One day he was going to kill her. “Join him . . .?”
“Yes. For a little while. And I will give him money and support so that he comes to rely on me. I told you he was dangerous. Here, in Valahia, not even I can just walk in and walk out with him. I could have done that in Buda. But not here. Not any more.”
“He has a rag-tag army of peasant irregulars. How would they stop any decent force?” demanded Emeric.
She raised her perfect eyebrows. “How do you think he has stopped them so far? Military genius? This land works it’s own magic for him. If I could just ride in and take him I would. But it is far more complex than you would understand.”
“I am going to crush him militarily,” snarled Emeric.
“Good. Do. If you can,” she said, dismissively.
* * *
If the countess Elizabeth Bartholdy ever felt sorry for anyone, she could have felt sorry for this hapless idiot of a nephew of his. He was so easy to manipulate, she barely needed the magical controls she’d set in place on him. She needed Emeric to press Vlad, to make him even more reliant on her. If Mindaug was right it was all a question of timing. The wyverns would not be ready yet, and neither would he. When they were, she must be in place. Tonight she would call the Vila, and hear how things went on the magical side.
* * *
Emeric looked resentfully at his departing aunt. One day he would really have to kill the bitch. He was fairly sure it would not be easy, but would be possible. In the meanwhile he had to consider his kingdom. He needed a pretender to the principality of Valahia. The Danesti . . . Well, they might prove more of the same; far more trouble than they were worth. His mind turned to Ban Alescu of Irongate. Ambitious. Wealthy from extorting every ounce off the Danube trade with the Mongol. And entirely dependent on their overlord. His mother had been of boyar stock.
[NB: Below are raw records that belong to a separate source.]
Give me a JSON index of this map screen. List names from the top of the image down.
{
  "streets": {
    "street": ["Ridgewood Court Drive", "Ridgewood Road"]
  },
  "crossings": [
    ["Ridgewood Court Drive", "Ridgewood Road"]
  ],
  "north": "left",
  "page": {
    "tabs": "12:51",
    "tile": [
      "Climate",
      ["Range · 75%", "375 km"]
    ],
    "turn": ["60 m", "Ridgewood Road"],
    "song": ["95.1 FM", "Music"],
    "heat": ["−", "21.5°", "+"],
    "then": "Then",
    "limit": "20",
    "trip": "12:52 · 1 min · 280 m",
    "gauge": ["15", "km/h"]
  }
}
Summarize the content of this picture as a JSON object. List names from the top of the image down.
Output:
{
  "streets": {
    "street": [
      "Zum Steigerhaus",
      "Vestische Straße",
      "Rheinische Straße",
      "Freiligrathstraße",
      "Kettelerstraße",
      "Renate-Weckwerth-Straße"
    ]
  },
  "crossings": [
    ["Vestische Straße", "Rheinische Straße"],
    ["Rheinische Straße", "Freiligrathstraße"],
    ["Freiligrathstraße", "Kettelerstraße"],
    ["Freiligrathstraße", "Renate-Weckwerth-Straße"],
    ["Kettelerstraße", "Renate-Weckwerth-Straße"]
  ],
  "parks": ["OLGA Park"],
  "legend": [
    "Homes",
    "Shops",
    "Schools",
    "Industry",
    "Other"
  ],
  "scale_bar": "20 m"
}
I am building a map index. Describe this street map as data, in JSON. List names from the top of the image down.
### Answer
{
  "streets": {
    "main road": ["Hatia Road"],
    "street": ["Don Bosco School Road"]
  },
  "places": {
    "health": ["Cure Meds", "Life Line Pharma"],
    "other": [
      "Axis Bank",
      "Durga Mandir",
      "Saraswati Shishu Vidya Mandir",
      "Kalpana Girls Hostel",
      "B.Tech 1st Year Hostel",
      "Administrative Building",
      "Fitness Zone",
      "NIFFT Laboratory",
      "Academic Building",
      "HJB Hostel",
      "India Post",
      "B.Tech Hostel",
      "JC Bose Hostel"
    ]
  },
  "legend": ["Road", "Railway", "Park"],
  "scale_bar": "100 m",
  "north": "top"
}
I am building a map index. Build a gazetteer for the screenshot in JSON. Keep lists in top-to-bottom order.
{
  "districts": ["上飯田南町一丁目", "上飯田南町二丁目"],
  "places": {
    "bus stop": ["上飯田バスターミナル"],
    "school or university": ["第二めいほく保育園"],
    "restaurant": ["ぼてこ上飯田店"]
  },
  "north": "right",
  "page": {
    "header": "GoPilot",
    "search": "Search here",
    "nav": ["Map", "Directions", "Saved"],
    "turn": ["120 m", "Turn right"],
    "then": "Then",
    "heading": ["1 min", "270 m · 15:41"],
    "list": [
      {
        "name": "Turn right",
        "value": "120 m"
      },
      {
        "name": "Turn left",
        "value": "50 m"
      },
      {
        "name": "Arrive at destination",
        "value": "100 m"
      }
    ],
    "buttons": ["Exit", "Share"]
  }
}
And there it was; how obvious: The man was clearly a bastard older son of Vlad’s father. Really legitimate of course. Emeric would see that the papers and records were prepared. It was Vlad’s mother whose marriage was a sham, and Vlad who was a bastard pretender.
Emeric smiled in delight at his own cleverness.
* * *
In the green light from their eyes the Vila’s wet, naked skin looked green too. The rest of the pool was black as ink, the way they liked it. Elizabeth preferred slaves, but in the case of these ones, she was happy to at least pretend their relationship was one of equals. The leggy Vila-woman threw back her white-blond hair and looked out at Elizabeth from her pupil-less green eyes. Mindaug said they did not see as humans saw, but rather looked on essences. Elizabeth did not care. She had reached an alliance with them many years ago, and gave them their annual due of suicidal pregnant girls. Now, thanks again to Mindaug, she had found them useful allies. Yes, the others in compact — and there were some dark and wild ancient things — considered the Vila beyond the pale. But it did not stop them from knowing what was happening. It was from them that she had first heard of the compact, first heard of the wyverns . . . and the blood.
“They have hatched. They grow apace. The wolf people still guard them. They have been taken to be seen. To be imbued,” said the Vila woman, her voice hypnotically low, purring and velvety. Elizabeth knew of the enchantments. She had taken steps against them. She used similar ones herself.
“So are the wolves with the Drac?”
The Vila trailed her fingers across her own flesh seductively. The creature could no more help doing that than humans could avoid drawing breath, regardless of the sex or interest of the audience. “No. They guard the wyverns.”
“Excellent,” said Elizabeth, smirking in satisfaction. The time would come for the changers. But she knew that they knew her for what she was. Vlad, her little spells had ensured, did not.